De Nieuwe Belgische Illustratie. Jaargang 18
(1901)– [tijdschrift] Nieuwe Belgische Illustratie, De– Gedeeltelijk auteursrechtelijk beschermd
[pagina 78]
| |
Uit het Martyrologium.Altijd, àltijd staat ge voor me, hoog-geliefd Coliseum, wanneer der geestdrift lichtende wieken àl het daagsche voor mijn oogen verzwinden, gelijk de uchtend stralen de nevelen vóórtjagen boven het gelaat der blauwe meren! Glorieus hebben binnen uwe muren gestreden voor Jesus Christus mijne vaders en broeders en zusters in het Geloof; gij werdt gekerstend in den purperen doop van hun martelie, en daarom begroet ik u telkens, telkens wèèr met vernieuwde vereering en jubel in het hart.... Als Jacob met den Engel hebt gij geworsteld met den Tijd, - zijn vuist sloeg de marmeren pracht van uwe lendenen.
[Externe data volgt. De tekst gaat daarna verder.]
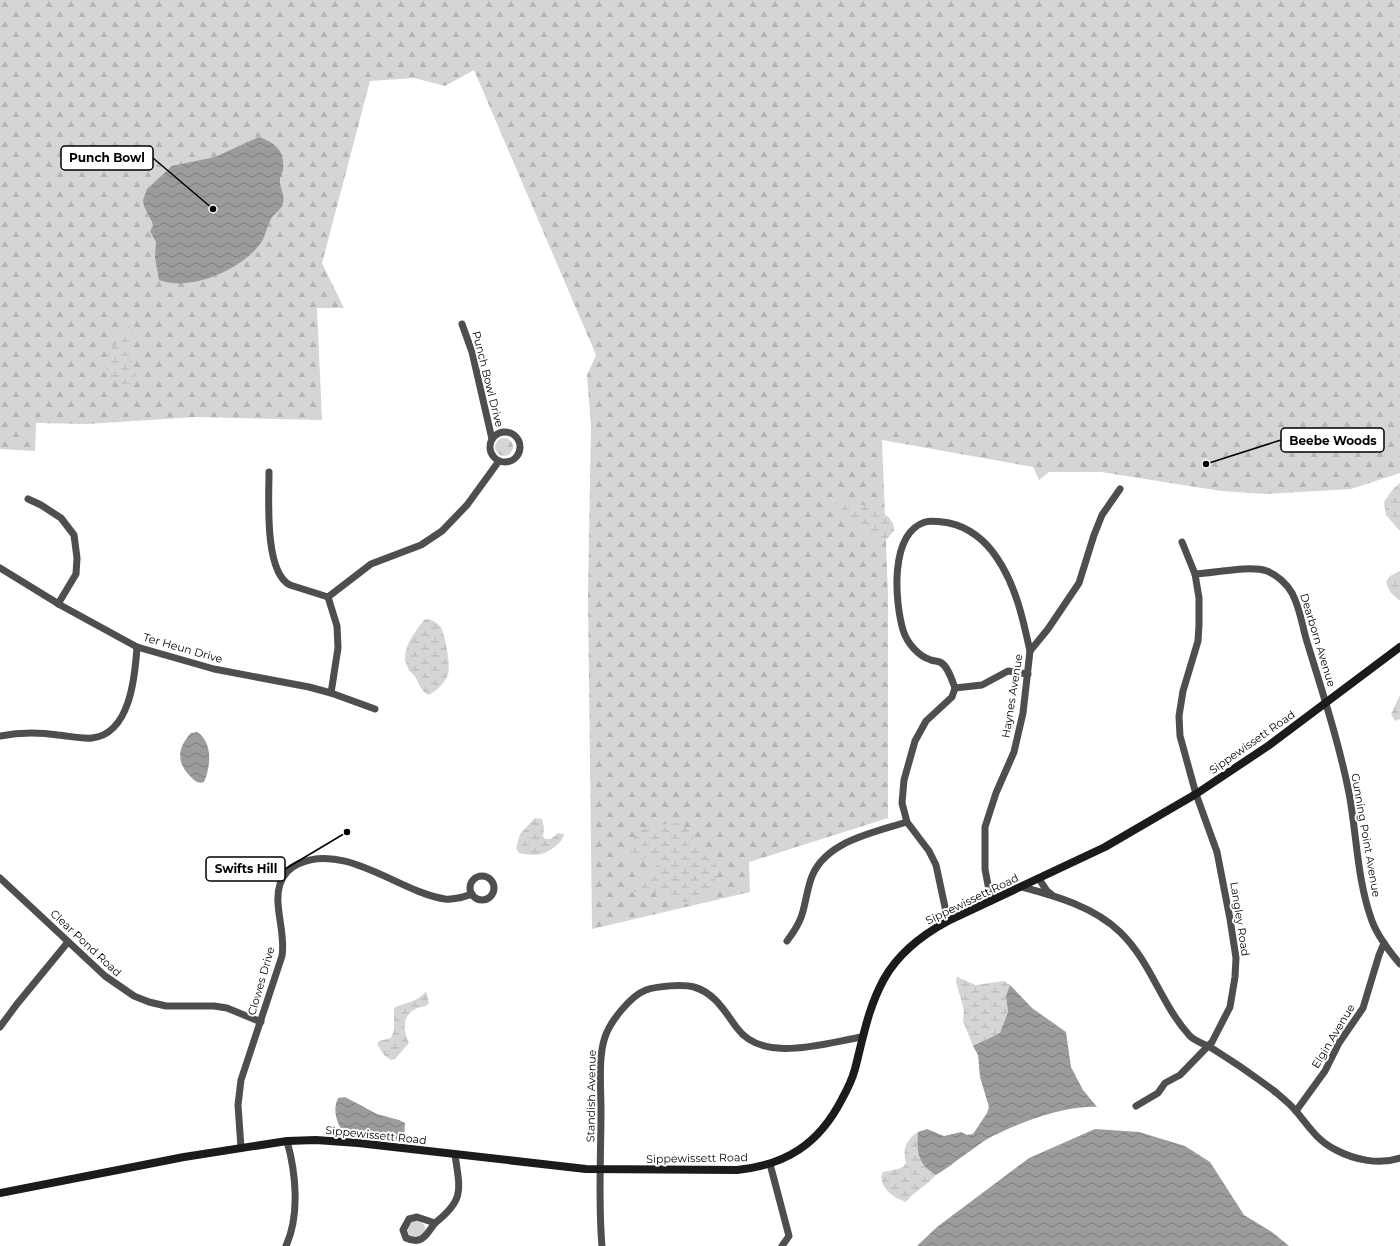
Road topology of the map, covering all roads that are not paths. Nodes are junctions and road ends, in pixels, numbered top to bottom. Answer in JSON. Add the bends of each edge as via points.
{"nodes":[{"id":1,"x":462,"y":324,"type":"dead end"},
{"id":2,"x":492,"y":439,"type":"junction"},
{"id":3,"x":499,"y":461,"type":"junction"},
{"id":4,"x":269,"y":472,"type":"dead end"},
{"id":5,"x":1120,"y":489,"type":"dead end"},
{"id":6,"x":28,"y":499,"type":"dead end"},
{"id":7,"x":1182,"y":542,"type":"dead end"},
{"id":8,"x":0,"y":568,"type":"edge"},
{"id":9,"x":1195,"y":574,"type":"junction"},
{"id":10,"x":328,"y":598,"type":"junction"},
{"id":11,"x":58,"y":604,"type":"junction"},
{"id":12,"x":137,"y":647,"type":"junction"},
{"id":13,"x":1400,"y":647,"type":"edge"},
{"id":14,"x":1030,"y":651,"type":"junction"},
{"id":15,"x":1028,"y":674,"type":"junction"},
{"id":16,"x":955,"y":688,"type":"junction"},
{"id":17,"x":331,"y":693,"type":"junction"},
{"id":18,"x":1326,"y":703,"type":"junction"},
{"id":19,"x":375,"y":709,"type":"dead end"},
{"id":20,"x":0,"y":736,"type":"edge"},
{"id":21,"x":1196,"y":794,"type":"junction"},
{"id":22,"x":907,"y":822,"type":"junction"},
{"id":23,"x":0,"y":878,"type":"edge"},
{"id":24,"x":1039,"y":879,"type":"junction"},
{"id":25,"x":1022,"y":888,"type":"junction"},
{"id":26,"x":472,"y":894,"type":"dead end"},
{"id":27,"x":1057,"y":897,"type":"junction"},
{"id":28,"x":992,"y":900,"type":"junction"},
{"id":29,"x":948,"y":921,"type":"junction"},
{"id":30,"x":787,"y":941,"type":"dead end"},
{"id":31,"x":68,"y":942,"type":"junction"},
{"id":32,"x":1384,"y":943,"type":"junction"},
{"id":33,"x":1400,"y":964,"type":"edge"},
{"id":34,"x":261,"y":1022,"type":"junction"},
{"id":35,"x":0,"y":1027,"type":"edge"},
{"id":36,"x":862,"y":1037,"type":"junction"},
{"id":37,"x":1207,"y":1046,"type":"junction"},
{"id":38,"x":1136,"y":1106,"type":"dead end"},
{"id":39,"x":1296,"y":1111,"type":"junction"},
{"id":40,"x":287,"y":1141,"type":"junction"},
{"id":41,"x":241,"y":1148,"type":"junction"},
{"id":42,"x":455,"y":1155,"type":"junction"},
{"id":43,"x":1400,"y":1158,"type":"edge"},
{"id":44,"x":770,"y":1164,"type":"junction"},
{"id":45,"x":600,"y":1170,"type":"junction"},
{"id":46,"x":0,"y":1193,"type":"edge"},
{"id":47,"x":435,"y":1223,"type":"junction"},
{"id":48,"x":286,"y":1246,"type":"edge"},
{"id":49,"x":602,"y":1246,"type":"edge"},
{"id":50,"x":782,"y":1246,"type":"edge"}],
"edges":[{"from":1,"to":2,"type":"street","name":"Punch Bowl Drive","via":[[472,352]]},
{"from":2,"to":3,"type":"street","name":"Punch Bowl Drive","via":[[490,449],[494,458]]},
{"from":2,"to":3,"type":"street","name":"Punch Bowl Drive","via":[[505,432],[514,435],[519,443],[518,452],[512,460]]},
{"from":3,"to":10,"type":"street","via":[[467,505],[442,531],[421,544],[371,564]]},
{"from":4,"to":10,"type":"street","via":[[270,534],[279,574],[284,582],[290,585]]},
{"from":5,"to":14,"type":"street","name":"Haynes Avenue","via":[[1102,515],[1079,583]]},
{"from":6,"to":11,"type":"street","via":[[61,518],[74,535],[76,574]]},
{"from":7,"to":9,"type":"street"},
{"from":8,"to":11,"type":"street","name":"Ter Heun Drive"},
{"from":9,"to":18,"type":"street","name":"Dearborn Avenue","via":[[1254,569],[1268,572],[1285,583],[1300,610]]},
{"from":9,"to":21,"type":"street","via":[[1200,625],[1179,716],[1180,736]]},
{"from":10,"to":17,"type":"street","via":[[337,626],[338,648]]},
{"from":11,"to":12,"type":"street","name":"Ter Heun Drive"},
{"from":12,"to":17,"type":"street","name":"Ter Heun Drive","via":[[214,669],[273,679]]},
{"from":12,"to":20,"type":"street","via":[[125,710],[116,726],[104,735],[91,738],[18,732]]},
{"from":13,"to":18,"type":"main road","name":"Sippewissett Road"},
{"from":14,"to":15,"type":"street","name":"Haynes Avenue"},
{"from":14,"to":16,"type":"street","via":[[1013,586],[997,557],[980,538],[968,530],[955,525],[925,522],[913,530],[906,540],[898,564],[897,593],[903,630],[913,648],[922,656],[940,662],[946,667]]},
{"from":15,"to":16,"type":"street","via":[[1008,671],[982,685]]},
{"from":15,"to":28,"type":"street","name":"Haynes Avenue","via":[[1014,752],[996,793],[985,827],[985,868]]},
{"from":16,"to":22,"type":"street","via":[[952,697],[926,721],[915,742],[904,780],[902,803]]},
{"from":17,"to":19,"type":"street","name":"Ter Heun Drive"},
{"from":18,"to":21,"type":"main road","name":"Sippewissett Road","via":[[1236,769]]},
{"from":18,"to":32,"type":"street","name":"Gunning Point Avenue","via":[[1349,794],[1360,879],[1372,922]]},
{"from":21,"to":24,"type":"main road","name":"Sippewissett Road","via":[[1124,836]]},
{"from":21,"to":37,"type":"street","name":"Langley Road","via":[[1217,852],[1236,958],[1230,1007],[1212,1042]]},
{"from":22,"to":29,"type":"street","via":[[929,851],[936,865]]},
{"from":22,"to":30,"type":"street","via":[[873,832],[836,848],[823,857],[810,882],[802,920]]},
{"from":23,"to":31,"type":"street","name":"Clear Pond Road"},
{"from":24,"to":25,"type":"main road","name":"Sippewissett Road"},
{"from":24,"to":27,"type":"street","via":[[1047,892]]},
{"from":25,"to":27,"type":"street"},
{"from":25,"to":28,"type":"main road","name":"Sippewissett Road"},
{"from":26,"to":34,"type":"street","name":"Clowes Drive","via":[[451,899],[440,898],[334,859],[313,860],[293,866],[283,877],[279,889],[283,951]]},
{"from":27,"to":37,"type":"street","via":[[1096,915],[1119,932],[1138,952],[1177,1019],[1190,1036]]},
{"from":28,"to":29,"type":"main road","name":"Sippewissett Road"},
{"from":29,"to":36,"type":"main road","name":"Sippewissett Road","via":[[915,943],[891,969],[872,1003]]},
{"from":31,"to":34,"type":"street","name":"Clear Pond Road","via":[[116,985],[142,1000],[166,1006],[221,1007]]},
{"from":31,"to":35,"type":"street"},
{"from":32,"to":33,"type":"street","name":"Gunning Point Avenue"},
{"from":32,"to":39,"type":"street","name":"Elgin Avenue","via":[[1363,1008],[1339,1043],[1325,1071]]},
{"from":34,"to":41,"type":"street","name":"Clowes Drive","via":[[238,1095]]},
{"from":36,"to":44,"type":"main road","name":"Sippewissett Road","via":[[850,1084],[831,1118],[812,1141],[789,1156]]},
{"from":36,"to":45,"type":"street","name":"Standish Avenue","via":[[793,1048],[764,1047],[748,1040],[722,1006],[708,993],[693,987],[673,986],[645,990],[616,1015],[604,1038],[601,1061]]},
{"from":37,"to":38,"type":"street","name":"Langley Road","via":[[1180,1075],[1165,1083],[1158,1093]]},
{"from":37,"to":39,"type":"street","via":[[1272,1090]]},
{"from":39,"to":43,"type":"street","via":[[1320,1139],[1341,1153],[1372,1161]]},
{"from":40,"to":41,"type":"main road","name":"Sippewissett Road"},
{"from":40,"to":42,"type":"main road","name":"Sippewissett Road","via":[[342,1141]]},
{"from":40,"to":48,"type":"street","via":[[292,1157],[294,1202],[292,1227]]},
{"from":41,"to":46,"type":"main road","name":"Sippewissett Road"},
{"from":42,"to":45,"type":"main road","name":"Sippewissett Road"},
{"from":42,"to":47,"type":"street","via":[[460,1188],[457,1199],[451,1210]]},
{"from":44,"to":45,"type":"main road","name":"Sippewissett Road","via":[[736,1170]]},
{"from":44,"to":50,"type":"street","via":[[790,1236]]},
{"from":45,"to":49,"type":"street","name":"Standish Avenue"},
{"from":47,"to":47,"type":"street","via":[[413,1218],[404,1226],[404,1234],[414,1243],[422,1241],[426,1239]]}]}
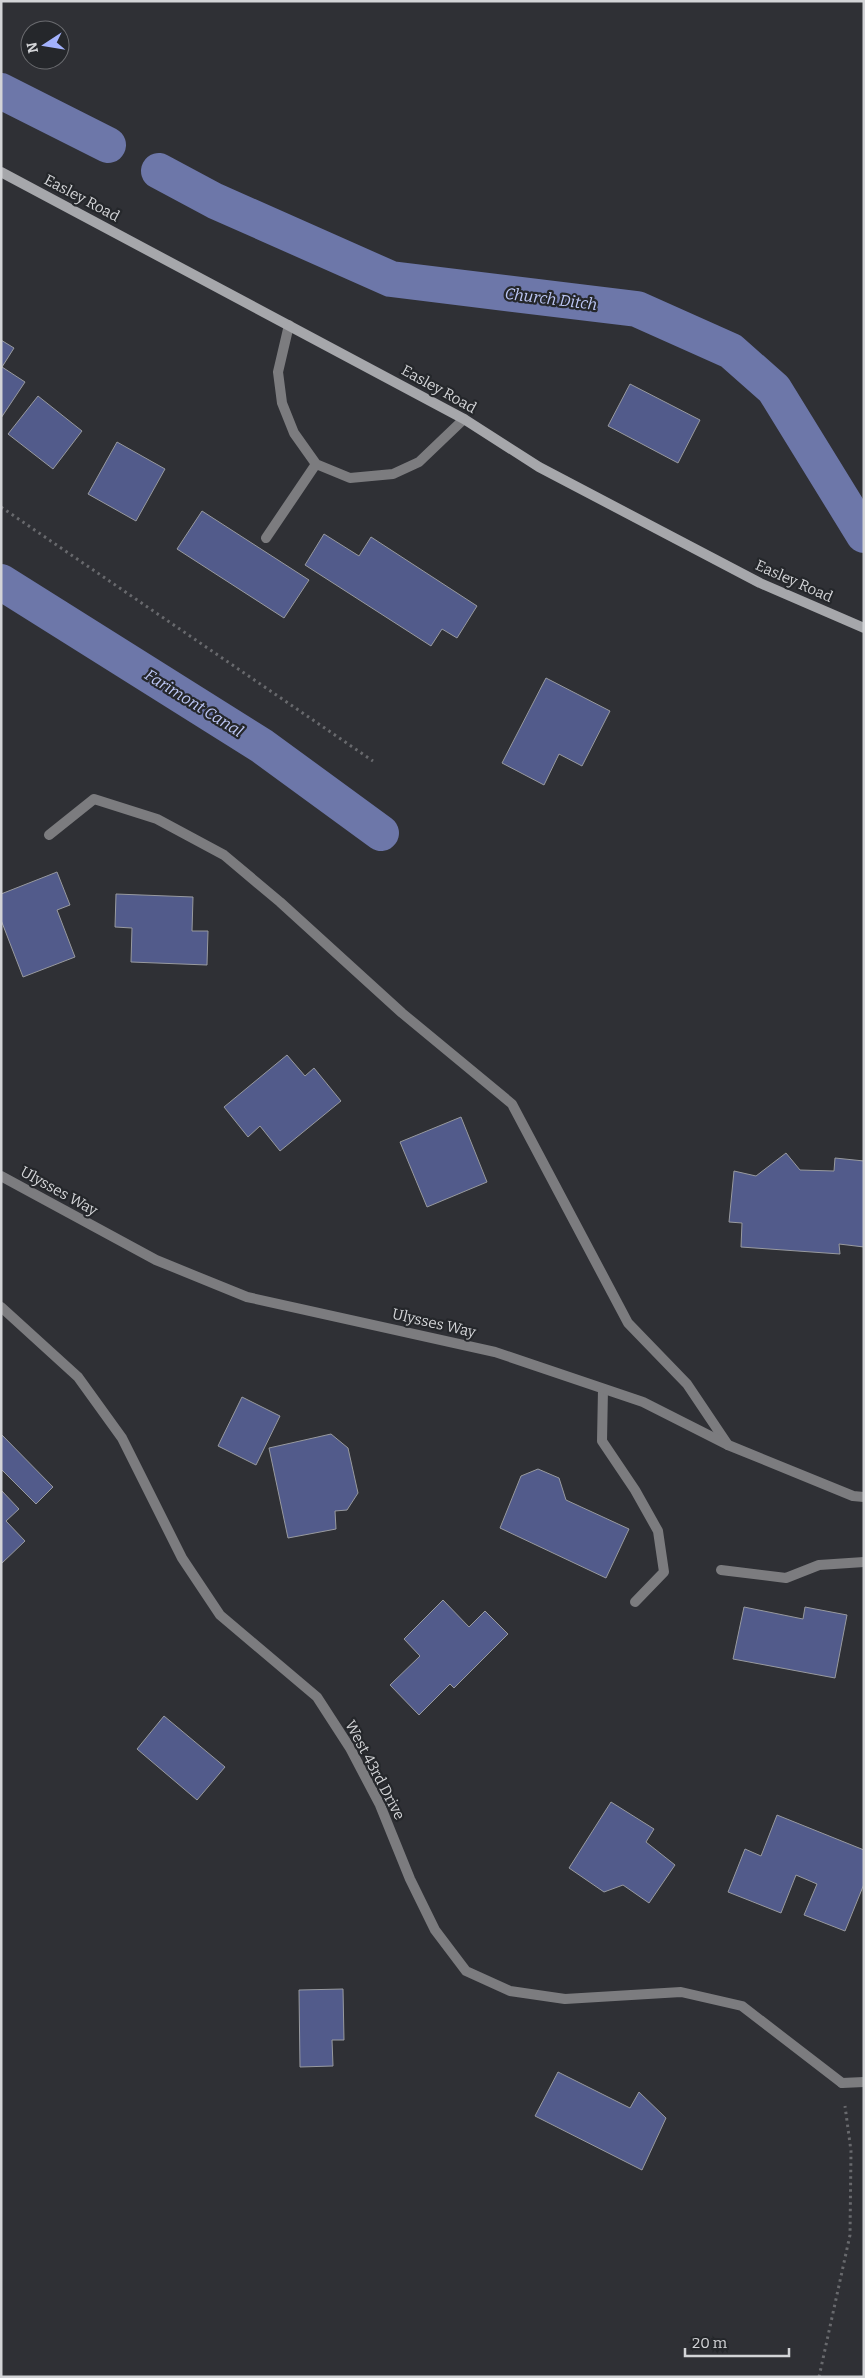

Maar in uwe grijsheid omknelt ge vast, vàst in uw steenen armen, de ovale arena, doortrokken met het harte-bloed uwer kinderen: zoo kon ook de Aartsvader maar niet scheiden van den rooden rok des veel-geliefden Jozefs.
In de ure van peinzens-weelde sla ik open mijn Martyrologium en kus de bladen van dat onversierd-heerlijke, Roomsche Heldendicht; dan zie ik mijne lieve Martyrs weer uitgaan, staan en sterven voor het Geloof, dat mij door Gods genade gegeven is vrij-uit te belijden! ‘Pudentiana, de zuster van Sint Praxedes, de dochter van Pudens, den consul,....’
***
In het milde morgen-licht glansen de witmarmeren beelden van den schouwburg-kolos als ongeaderd albast en zijn de bronzen schilden als goud. En daar binnen springen zuivere fonteinen en sproeien frischheid in onbedwongen lust. Tusschen de onwrikbare bogen is een dicht gedrang van plebejers, op de marmeren gangen harde klank van drukke voetstappen, en vol is de lucht van lachende en joelende en twistende stemmen. Straks konden de klaroenen de komst van Commodus, den Imperator, langzaam voortgedragen op de schouderen zijner praetorianen. Hem volgen vele senatoren in sierlijk-geplooid purper getoogd, en gezanten van verre volkeren met bewonderende oogen, en priesteressen van Vesta, die in kille kuischheid voeden het heilige vuur. En als hij is gezeten onder het ranke pulvinar, schitterend van goud en getwijnd purper, blauwt de wierook omhoog, en huldigen hem allen als den zoon der onsterfelijke goden....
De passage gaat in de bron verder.